BEGIN EXERCISE MATERIAL
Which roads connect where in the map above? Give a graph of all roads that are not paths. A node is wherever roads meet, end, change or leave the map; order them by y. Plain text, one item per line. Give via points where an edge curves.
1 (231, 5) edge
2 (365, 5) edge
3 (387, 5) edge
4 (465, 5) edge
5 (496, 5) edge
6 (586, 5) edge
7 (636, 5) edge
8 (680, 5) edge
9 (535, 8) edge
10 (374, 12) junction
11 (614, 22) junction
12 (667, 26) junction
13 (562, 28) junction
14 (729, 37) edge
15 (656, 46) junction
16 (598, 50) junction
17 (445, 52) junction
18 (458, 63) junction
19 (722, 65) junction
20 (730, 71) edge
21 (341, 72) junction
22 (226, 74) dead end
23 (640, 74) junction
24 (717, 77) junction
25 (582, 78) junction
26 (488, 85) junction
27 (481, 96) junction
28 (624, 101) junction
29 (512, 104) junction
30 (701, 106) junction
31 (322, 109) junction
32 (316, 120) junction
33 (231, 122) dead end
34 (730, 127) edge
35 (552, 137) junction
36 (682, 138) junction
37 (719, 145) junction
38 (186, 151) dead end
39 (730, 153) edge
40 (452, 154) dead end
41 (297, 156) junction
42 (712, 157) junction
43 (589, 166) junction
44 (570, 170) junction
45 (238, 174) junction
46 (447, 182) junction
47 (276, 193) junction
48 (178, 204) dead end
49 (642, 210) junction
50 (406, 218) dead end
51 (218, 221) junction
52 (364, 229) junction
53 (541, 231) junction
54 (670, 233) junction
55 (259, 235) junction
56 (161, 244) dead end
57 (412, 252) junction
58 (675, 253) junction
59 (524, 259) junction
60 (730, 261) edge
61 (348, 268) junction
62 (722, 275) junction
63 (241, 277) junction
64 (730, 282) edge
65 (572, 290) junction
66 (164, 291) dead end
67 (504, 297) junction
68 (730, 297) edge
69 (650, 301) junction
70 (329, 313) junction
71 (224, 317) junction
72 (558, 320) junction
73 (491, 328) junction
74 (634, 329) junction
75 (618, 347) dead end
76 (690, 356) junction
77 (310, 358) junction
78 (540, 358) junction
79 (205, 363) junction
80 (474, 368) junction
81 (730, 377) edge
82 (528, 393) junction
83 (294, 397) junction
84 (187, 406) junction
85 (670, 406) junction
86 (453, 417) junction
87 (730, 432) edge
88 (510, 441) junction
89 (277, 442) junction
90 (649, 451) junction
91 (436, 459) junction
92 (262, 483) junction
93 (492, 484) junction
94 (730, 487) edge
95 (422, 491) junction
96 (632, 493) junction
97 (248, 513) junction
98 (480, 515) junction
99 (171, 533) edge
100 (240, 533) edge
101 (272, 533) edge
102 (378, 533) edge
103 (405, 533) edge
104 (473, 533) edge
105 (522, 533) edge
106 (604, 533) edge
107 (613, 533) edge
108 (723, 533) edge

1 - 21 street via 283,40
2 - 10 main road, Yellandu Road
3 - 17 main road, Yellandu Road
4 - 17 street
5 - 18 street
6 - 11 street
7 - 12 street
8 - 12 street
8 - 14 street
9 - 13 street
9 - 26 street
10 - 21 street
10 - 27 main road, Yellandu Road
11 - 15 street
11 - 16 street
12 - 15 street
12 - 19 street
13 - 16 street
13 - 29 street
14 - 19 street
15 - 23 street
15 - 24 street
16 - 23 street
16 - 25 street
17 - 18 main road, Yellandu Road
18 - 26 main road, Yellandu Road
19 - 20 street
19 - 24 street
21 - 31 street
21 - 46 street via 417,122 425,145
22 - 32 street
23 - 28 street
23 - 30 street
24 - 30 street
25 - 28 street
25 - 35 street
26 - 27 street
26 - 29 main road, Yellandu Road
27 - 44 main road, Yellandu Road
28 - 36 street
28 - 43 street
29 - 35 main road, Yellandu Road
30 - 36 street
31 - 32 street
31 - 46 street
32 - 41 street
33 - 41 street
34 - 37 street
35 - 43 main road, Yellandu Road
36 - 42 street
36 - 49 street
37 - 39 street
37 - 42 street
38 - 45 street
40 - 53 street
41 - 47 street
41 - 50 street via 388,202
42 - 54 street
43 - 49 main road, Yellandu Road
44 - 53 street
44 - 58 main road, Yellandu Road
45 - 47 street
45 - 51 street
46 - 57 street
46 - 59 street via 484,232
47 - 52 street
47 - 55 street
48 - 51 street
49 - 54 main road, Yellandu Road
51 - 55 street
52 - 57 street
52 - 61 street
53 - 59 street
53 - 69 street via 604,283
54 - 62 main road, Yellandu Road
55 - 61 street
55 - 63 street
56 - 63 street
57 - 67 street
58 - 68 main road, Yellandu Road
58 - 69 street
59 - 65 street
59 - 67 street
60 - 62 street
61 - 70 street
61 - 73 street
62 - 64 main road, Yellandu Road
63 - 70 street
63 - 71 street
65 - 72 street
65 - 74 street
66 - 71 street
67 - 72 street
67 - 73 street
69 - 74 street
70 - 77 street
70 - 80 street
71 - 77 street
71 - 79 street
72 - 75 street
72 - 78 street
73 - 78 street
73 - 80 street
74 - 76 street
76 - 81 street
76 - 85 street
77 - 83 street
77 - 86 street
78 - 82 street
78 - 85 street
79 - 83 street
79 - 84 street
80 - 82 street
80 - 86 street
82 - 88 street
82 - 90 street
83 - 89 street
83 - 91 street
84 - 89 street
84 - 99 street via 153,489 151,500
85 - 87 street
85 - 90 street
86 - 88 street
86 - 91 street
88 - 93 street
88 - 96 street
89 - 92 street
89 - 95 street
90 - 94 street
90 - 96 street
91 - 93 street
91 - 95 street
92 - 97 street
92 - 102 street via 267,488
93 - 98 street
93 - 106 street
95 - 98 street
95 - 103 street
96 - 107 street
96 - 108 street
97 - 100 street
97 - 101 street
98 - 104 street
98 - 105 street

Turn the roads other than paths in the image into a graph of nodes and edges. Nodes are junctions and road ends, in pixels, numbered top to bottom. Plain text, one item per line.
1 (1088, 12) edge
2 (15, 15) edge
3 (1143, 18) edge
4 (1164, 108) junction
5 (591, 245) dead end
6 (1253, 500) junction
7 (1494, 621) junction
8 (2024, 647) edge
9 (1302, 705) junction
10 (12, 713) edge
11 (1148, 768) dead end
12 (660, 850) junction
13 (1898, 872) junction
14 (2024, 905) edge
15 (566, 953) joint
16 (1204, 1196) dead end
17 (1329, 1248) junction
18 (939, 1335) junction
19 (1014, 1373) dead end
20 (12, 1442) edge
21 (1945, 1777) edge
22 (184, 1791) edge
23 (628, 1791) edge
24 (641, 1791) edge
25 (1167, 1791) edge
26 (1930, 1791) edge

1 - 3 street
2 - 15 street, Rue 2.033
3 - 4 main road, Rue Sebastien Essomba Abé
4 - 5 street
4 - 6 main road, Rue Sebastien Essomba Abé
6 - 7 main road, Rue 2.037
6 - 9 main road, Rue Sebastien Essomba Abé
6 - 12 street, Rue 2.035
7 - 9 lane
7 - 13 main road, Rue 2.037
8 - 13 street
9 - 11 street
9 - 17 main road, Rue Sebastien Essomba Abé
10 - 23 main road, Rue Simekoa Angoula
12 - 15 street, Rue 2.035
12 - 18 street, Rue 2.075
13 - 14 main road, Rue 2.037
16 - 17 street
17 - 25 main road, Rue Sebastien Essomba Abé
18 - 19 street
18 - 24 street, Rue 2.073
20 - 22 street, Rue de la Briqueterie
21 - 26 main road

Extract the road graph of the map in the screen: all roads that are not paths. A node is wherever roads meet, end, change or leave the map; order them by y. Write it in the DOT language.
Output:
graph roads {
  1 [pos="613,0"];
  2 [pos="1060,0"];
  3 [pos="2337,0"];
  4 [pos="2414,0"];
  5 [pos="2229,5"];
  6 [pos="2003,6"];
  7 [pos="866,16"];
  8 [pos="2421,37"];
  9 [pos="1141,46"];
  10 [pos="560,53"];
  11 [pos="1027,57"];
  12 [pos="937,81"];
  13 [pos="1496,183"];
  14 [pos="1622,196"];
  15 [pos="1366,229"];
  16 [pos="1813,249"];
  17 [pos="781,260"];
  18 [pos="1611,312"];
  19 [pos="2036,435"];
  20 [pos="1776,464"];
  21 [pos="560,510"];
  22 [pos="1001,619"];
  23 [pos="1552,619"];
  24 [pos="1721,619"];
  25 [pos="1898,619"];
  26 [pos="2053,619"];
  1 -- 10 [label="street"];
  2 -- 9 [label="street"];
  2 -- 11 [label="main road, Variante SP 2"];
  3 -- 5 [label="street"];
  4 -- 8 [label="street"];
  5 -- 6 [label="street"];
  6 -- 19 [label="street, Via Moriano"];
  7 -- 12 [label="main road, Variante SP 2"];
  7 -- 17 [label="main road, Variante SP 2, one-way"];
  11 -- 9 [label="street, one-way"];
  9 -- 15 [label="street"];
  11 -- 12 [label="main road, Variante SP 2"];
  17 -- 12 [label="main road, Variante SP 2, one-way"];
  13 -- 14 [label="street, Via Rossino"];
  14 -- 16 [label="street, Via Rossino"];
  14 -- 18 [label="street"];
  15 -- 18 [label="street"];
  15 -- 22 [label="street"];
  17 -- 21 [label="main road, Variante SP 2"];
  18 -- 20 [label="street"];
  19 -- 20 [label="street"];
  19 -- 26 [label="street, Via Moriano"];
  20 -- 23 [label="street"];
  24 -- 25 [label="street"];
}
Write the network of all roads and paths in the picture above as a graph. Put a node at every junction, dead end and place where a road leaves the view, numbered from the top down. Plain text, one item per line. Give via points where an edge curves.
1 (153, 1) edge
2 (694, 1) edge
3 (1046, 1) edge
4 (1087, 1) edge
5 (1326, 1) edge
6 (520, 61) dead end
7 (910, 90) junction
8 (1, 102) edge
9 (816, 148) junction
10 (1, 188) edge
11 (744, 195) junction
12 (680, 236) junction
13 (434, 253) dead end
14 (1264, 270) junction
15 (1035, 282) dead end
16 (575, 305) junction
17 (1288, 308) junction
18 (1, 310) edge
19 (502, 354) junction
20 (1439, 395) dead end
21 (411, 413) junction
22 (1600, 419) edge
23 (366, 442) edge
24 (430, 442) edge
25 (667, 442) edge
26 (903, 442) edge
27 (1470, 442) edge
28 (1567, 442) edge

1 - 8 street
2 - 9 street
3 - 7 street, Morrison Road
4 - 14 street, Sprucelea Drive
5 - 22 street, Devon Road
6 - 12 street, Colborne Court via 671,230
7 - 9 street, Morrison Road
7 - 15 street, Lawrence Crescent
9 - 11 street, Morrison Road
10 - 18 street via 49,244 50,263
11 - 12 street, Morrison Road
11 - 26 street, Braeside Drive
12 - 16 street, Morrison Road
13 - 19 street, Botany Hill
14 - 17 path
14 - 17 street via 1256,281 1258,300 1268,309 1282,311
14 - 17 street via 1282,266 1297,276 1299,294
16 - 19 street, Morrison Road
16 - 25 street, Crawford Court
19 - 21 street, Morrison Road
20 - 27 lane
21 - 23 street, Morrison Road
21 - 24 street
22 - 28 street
END EXERCISE MATERIAL
- _WHAT TO PRODUCE_
Lines holding the word "Essomba": say how many there are in the data, and nothing more.

- _FINISHED EXERCISE_
5